Six years ago, Yeni Romero started calling Laguna Heights home. She said she's crossed Highway 100 thousands of times commuting to and from work.

Still bed ridden with a broken leg and badly bruised body, Romero said she knows knows it could've been worse.

"My daughter, I just thank God that she's alive because I had her with me," she said.

Romero and her 2-year-old daughter, Michelle, were crossing the street two Sundays ago at about 9 p.m. to buy dinner.

The deputy constable struck the mother and daughter as they made their way to the middle turn lane.

Romero claims not too many cars were on the highway. She said she saw the constable coming in the distance, when she began walking across the highway

"That's why I had trust, because he's a law enforcement officer. I told myself, he'll brake. There was traffic, but not to the point to where I wouldn't be able to cross the street. Since I saw him, I thought I had more protection to cross with my daughter," she said.

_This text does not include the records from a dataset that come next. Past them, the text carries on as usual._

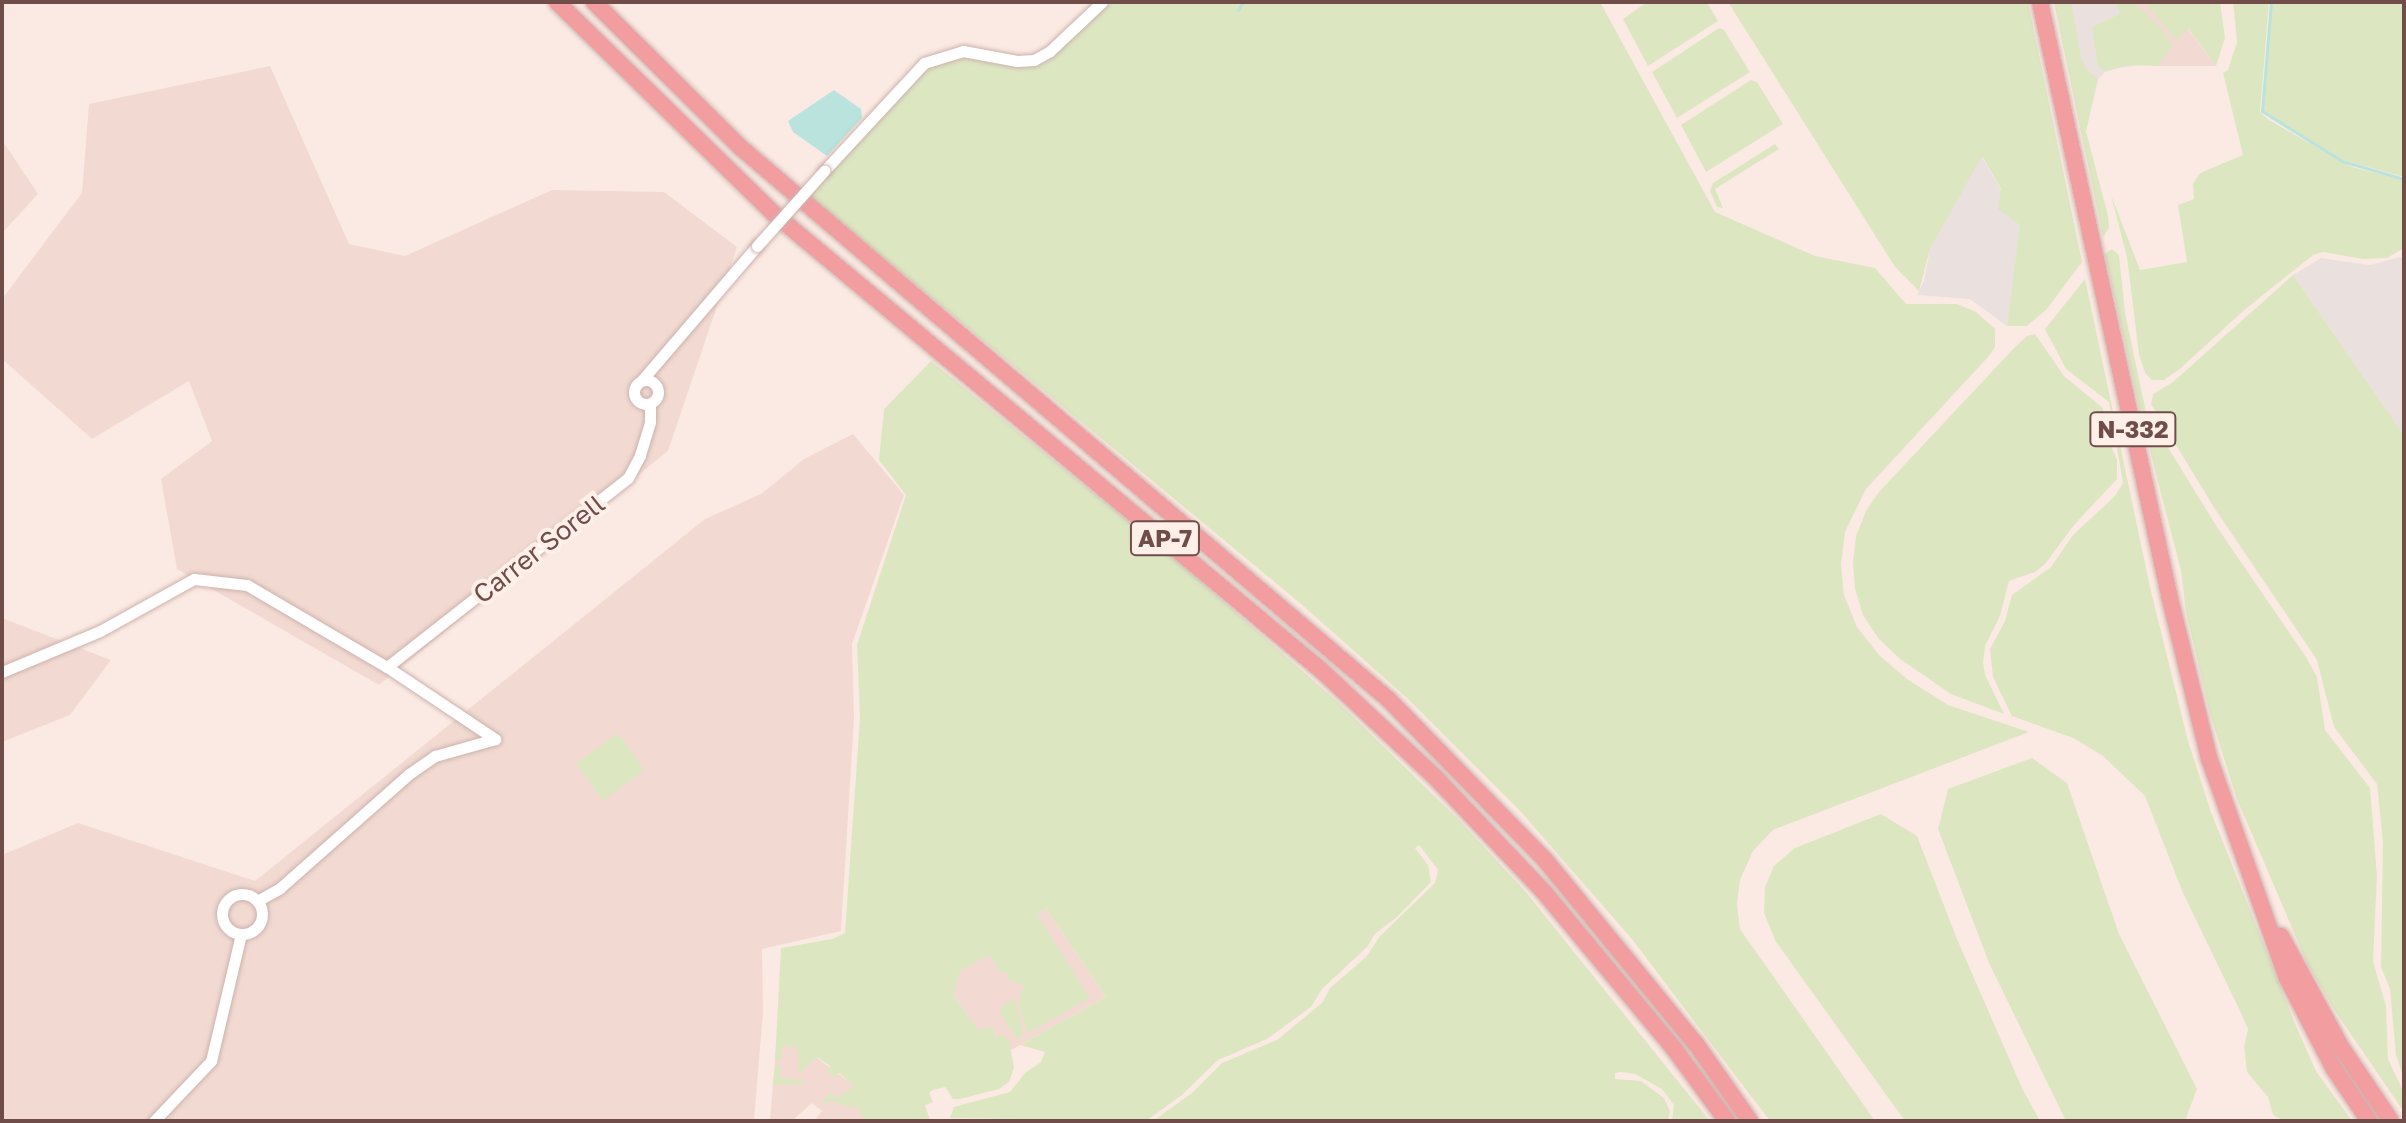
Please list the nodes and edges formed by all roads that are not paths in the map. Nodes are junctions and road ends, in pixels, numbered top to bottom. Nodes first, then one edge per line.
1 (557, 2) edge
2 (594, 2) edge
3 (1102, 2) edge
4 (2040, 2) edge
5 (662, 356) junction
6 (642, 380) junction
7 (656, 385) junction
8 (650, 404) junction
9 (387, 667) junction
10 (2, 672) edge
11 (2241, 852) junction
12 (257, 901) junction
13 (241, 934) junction
14 (154, 1121) edge
15 (1727, 1121) edge
16 (1750, 1121) edge
17 (2369, 1121) edge
18 (2391, 1121) edge

1 - 15 highway, AP-7
2 - 16 highway, AP-7
3 - 5 street, bridge
4 - 11 highway, N-332
5 - 6 street
5 - 7 street
6 - 7 street
6 - 8 street
7 - 8 street
8 - 9 street, Carrer Sorell
9 - 10 street
9 - 12 street
11 - 17 highway, N-332
11 - 18 highway, N-332
12 - 13 street
12 - 13 street
13 - 14 street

Romero works three jobs. She told CHANNEL 5 NEWS she sends money back home to her native El Salvador to provide for her six children there.

Right now, she can't do that. She said it's causing her more anguish.

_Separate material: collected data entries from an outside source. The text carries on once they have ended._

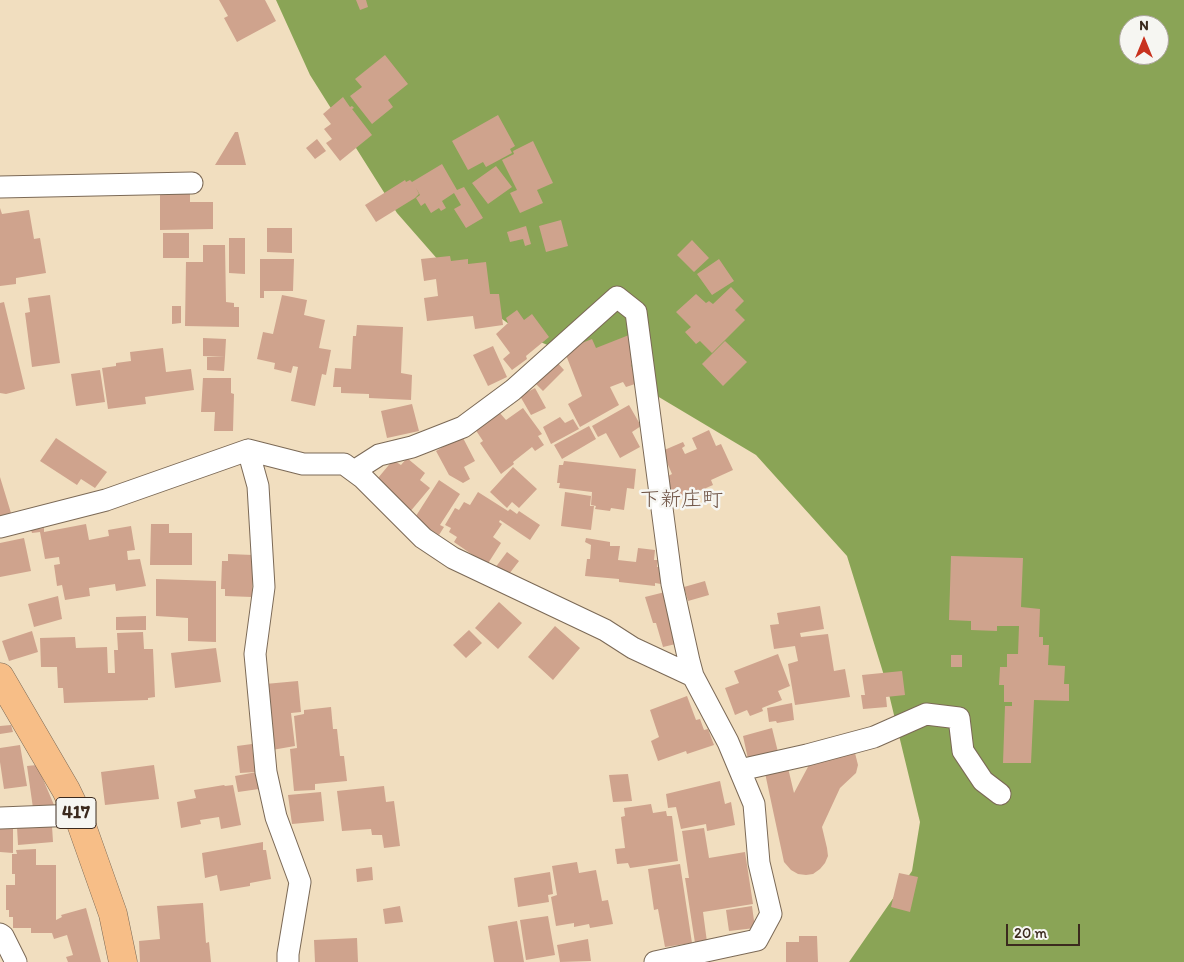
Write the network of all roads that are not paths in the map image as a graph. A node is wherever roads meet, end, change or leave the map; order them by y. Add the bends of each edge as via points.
1 (192, 183) dead end
2 (0, 187) edge
3 (248, 450) junction
4 (354, 471) junction
5 (0, 527) edge
6 (693, 676) junction
7 (0, 677) edge
8 (740, 770) junction
9 (1000, 794) dead end
10 (78, 815) junction
11 (0, 818) edge
12 (0, 934) edge
13 (16, 962) edge
14 (123, 962) edge
15 (288, 962) edge
16 (655, 962) edge

1 - 2 street
3 - 4 street via 303,464 344,464
3 - 5 street via 106,500
3 - 15 street via 258,486 264,587 255,654 266,772 276,817 300,882
4 - 6 street via 423,538 453,558
4 - 6 street via 379,455 412,447 463,427 513,390 617,297 636,312 672,584
6 - 8 street
7 - 10 highway, 417
8 - 9 street via 874,737 926,714 959,718 964,751 984,781
8 - 16 street via 754,804 759,863 771,914 757,940
10 - 11 street
10 - 14 highway, 417 via 113,914
12 - 13 street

"People ask me why I work so much, but El Salvador is a poor country where you have to send money, so they can make it," Romero said. "I pay one of their aunts over there to wash their clothes and take them to school."

Romero said that during the six years she's lived in Laguna Heights, crossing the street at will is the only way there is.

The nearest crosswalk is located in front of Port Isabel High School, more than a half-mile away.

By the time she saw the constable getting closer, she said it was already too late.

"In order to protect the baby, I turned to try to get her out of the way," Romero said. "Then I just felt the impact, and I remember I threw the stroller towards the side of the road."

Romero said she's not sure why the constable didn't see her in time to brake, but she's urging all drivers who pass through her small town to pay attention to the road.

"If someone is behind the wheel, it's because they know what they are doing," she said.

Romero has at least six more weeks to go before the metal rods are taken out of her leg. She's hoping to get back to work to continue providing for her children.

A Texas Department of Public Safety spokesman said the investigation of the incident found no wrongdoing on the deputy constable's part.

Shortly after the accident, the Texas Department of Transportation got a request for a crosswalk survey to determine the need there. Surveillance equipment for that will be put in place in the next few months.